Lesson Video:


This article is also a Jupyter Notebook available to be run from the top down. There will be code snippets that you can then run in any environment.

Below are the versions of fastai, fastcore, and wwf currently running at the time of writing this:

  • fastai: 2.1.10
  • fastcore: 1.3.13
  • wwf: 0.0.7

What is a GAN?

The Generative Adversarial Network was invented by Ian Goodfellow, where two networks play a game. In our case, we will build a 'crappifier' to make images worse, and the critic will try to determine which is fake and which is the original. This will help us achieve super-resolution

from fastai.vision.all import *
from fastai.vision.gan import *

Crappified data

Let's build a function first that will go through and 'crappify' some data:

from PIL import ImageDraw, ImageFont
def resize_to(img, targ_sz, use_min=False):
    w,h = img.size
    min_sz = (min if use_min else max)(w,h)
    ratio = targ_sz/min_sz
    return int(w*ratio),int(h*ratio)
class Crappifier():
  "Quickly draw tesxt and numbers on an image"
  def __init__(self, path_lr, path_hr):
      self.path_lr = path_lr
      self.path_hr = path_hr              
      
  def __call__(self, fn):       
      dest = self.path_lr/fn.relative_to(self.path_hr)    
      dest.parent.mkdir(parents=True, exist_ok=True)
      img = Image.open(fn)
      targ_sz = resize_to(img, 96, use_min=True)
      img = img.resize(targ_sz, resample=Image.BILINEAR).convert('RGB')
      w,h = img.size
      q = random.randint(10,70)
      ImageDraw.Draw(img).text((random.randint(0,w//2),random.randint(0,h//2)), str(q), fill=(255,255,255))
      img.save(dest, quality=q)

And now let's get some data to work with. We'll use the PETS dataset:

path = untar_data(URLs.PETS)

We'll make two folders, one for the low resolution (LR) and high resolution (HR) photos:

path_hr = path/'images'
path_lr = path/'crappy'

Now let's generate our dataset!

items = get_image_files(path_hr)
parallel(Crappifier(path_lr, path_hr), items);

Let's take a look at one of our generated images:

bad_im = get_image_files(path_lr)
im1 = PILImage.create(items[0])
im2 = PILImage.create(bad_im[0])
im1.show(); im2.show(figsize=(5,5))
<matplotlib.axes._subplots.AxesSubplot at 0x7fc44e2c1f28>

Great! We have some data now! Let's build the DataBlock

DataBlock

dblock = DataBlock(blocks=(ImageBlock, ImageBlock),
                   get_items=get_image_files,
                   get_y = lambda x: path_hr/x.name,
                   splitter=RandomSplitter(),
                   item_tfms=Resize(224),
                   batch_tfms=[*aug_transforms(max_zoom=2.),
                               Normalize.from_stats(*imagenet_stats)])
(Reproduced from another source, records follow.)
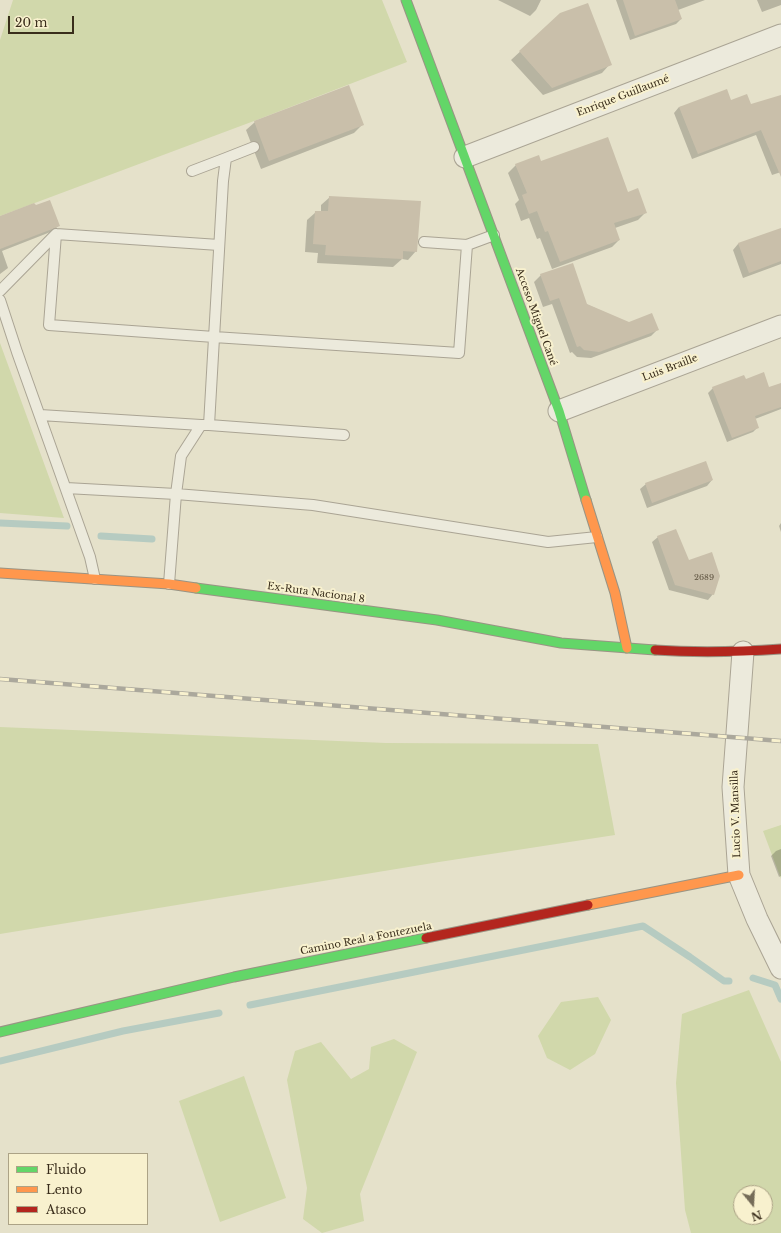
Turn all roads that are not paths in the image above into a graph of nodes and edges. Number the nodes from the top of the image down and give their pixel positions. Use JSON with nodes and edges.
{"nodes":[{"id":1,"x":406,"y":0,"type":"edge"},
{"id":2,"x":781,"y":35,"type":"edge"},
{"id":3,"x":254,"y":147,"type":"dead end"},
{"id":4,"x":465,"y":157,"type":"junction"},
{"id":5,"x":226,"y":158,"type":"junction"},
{"id":6,"x":192,"y":171,"type":"dead end"},
{"id":7,"x":56,"y":234,"type":"junction"},
{"id":8,"x":494,"y":235,"type":"junction"},
{"id":9,"x":424,"y":242,"type":"dead end"},
{"id":10,"x":219,"y":245,"type":"junction"},
{"id":11,"x":467,"y":245,"type":"junction"},
{"id":12,"x":0,"y":292,"type":"edge"},
{"id":13,"x":0,"y":300,"type":"edge"},
{"id":14,"x":781,"y":326,"type":"edge"},
{"id":15,"x":214,"y":337,"type":"junction"},
{"id":16,"x":559,"y":411,"type":"junction"},
{"id":17,"x":40,"y":415,"type":"junction"},
{"id":18,"x":205,"y":425,"type":"junction"},
{"id":19,"x":344,"y":435,"type":"dead end"},
{"id":20,"x":66,"y":488,"type":"junction"},
{"id":21,"x":176,"y":494,"type":"junction"},
{"id":22,"x":597,"y":537,"type":"junction"},
{"id":23,"x":0,"y":573,"type":"edge"},
{"id":24,"x":95,"y":579,"type":"junction"},
{"id":25,"x":169,"y":584,"type":"junction"},
{"id":26,"x":627,"y":648,"type":"junction"},
{"id":27,"x":781,"y":649,"type":"edge"},
{"id":28,"x":743,"y":652,"type":"junction"},
{"id":29,"x":739,"y":875,"type":"junction"},
{"id":30,"x":781,"y":968,"type":"edge"},
{"id":31,"x":0,"y":1032,"type":"edge"}],
"edges":[{"from":1,"to":4,"type":"main road","name":"Acceso Miguel Cané"},
{"from":2,"to":4,"type":"street","name":"Enrique Guillaumé"},
{"from":3,"to":5,"type":"lane"},
{"from":4,"to":8,"type":"main road","name":"Acceso Miguel Cané"},
{"from":5,"to":6,"type":"lane"},
{"from":5,"to":10,"type":"lane"},
{"from":7,"to":10,"type":"lane"},
{"from":7,"to":12,"type":"lane"},
{"from":7,"to":15,"type":"lane"},
{"from":8,"to":11,"type":"lane"},
{"from":8,"to":16,"type":"main road","name":"Acceso Miguel Cané"},
{"from":9,"to":11,"type":"lane"},
{"from":10,"to":15,"type":"lane"},
{"from":11,"to":15,"type":"lane"},
{"from":13,"to":17,"type":"lane"},
{"from":14,"to":16,"type":"street","name":"Luis Braille"},
{"from":15,"to":18,"type":"lane"},
{"from":16,"to":22,"type":"main road","name":"Acceso Miguel Cané"},
{"from":17,"to":18,"type":"lane"},
{"from":17,"to":20,"type":"lane"},
{"from":18,"to":19,"type":"lane"},
{"from":18,"to":21,"type":"lane"},
{"from":20,"to":21,"type":"lane"},
{"from":20,"to":24,"type":"lane"},
{"from":21,"to":22,"type":"lane"},
{"from":21,"to":25,"type":"lane"},
{"from":22,"to":26,"type":"main road","name":"Acceso Miguel Cané"},
{"from":23,"to":24,"type":"main road","name":"Ex-Ruta Nacional 8"},
{"from":24,"to":25,"type":"main road","name":"Ex-Ruta Nacional 8"},
{"from":25,"to":26,"type":"main road","name":"Ex-Ruta Nacional 8"},
{"from":26,"to":28,"type":"main road","name":"Ex-Ruta Nacional 8"},
{"from":27,"to":28,"type":"main road","name":"Ex-Ruta Nacional 8"},
{"from":28,"to":29,"type":"street","name":"Lucio V. Mansilla"},
{"from":29,"to":30,"type":"street","name":"Lucio V. Mansilla"},
{"from":29,"to":31,"type":"main road","name":"Camino Real a Fontezuela"}]}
But for today's lesson, we'll go back to that progressive resizing technique we talked about. We want a function that can accept a batch_size and a im_size. Let's build that:

def get_dls(bs:int, size:int):
  "Generates two `GAN` DataLoaders"
  dblock = DataBlock(blocks=(ImageBlock, ImageBlock),
                   get_items=get_image_files,
                   get_y = lambda x: path_hr/x.name,
                   splitter=RandomSplitter(),
                   item_tfms=Resize(size),
                   batch_tfms=[*aug_transforms(max_zoom=2.),
                               Normalize.from_stats(*imagenet_stats)])
  dls = dblock.dataloaders(path_lr, bs=bs, path=path)
  dls.c = 3 # For 3 channel image
  return dls

Pre-Trained Generator

The goal of this model will be to generate our "Super Resolution" images (or to make an image look better)

dls_gen = get_dls(32, 128)

On the left will be our 'crappified' image, and the right our original

dls_gen.show_batch(max_n=4, figsize=(12,12))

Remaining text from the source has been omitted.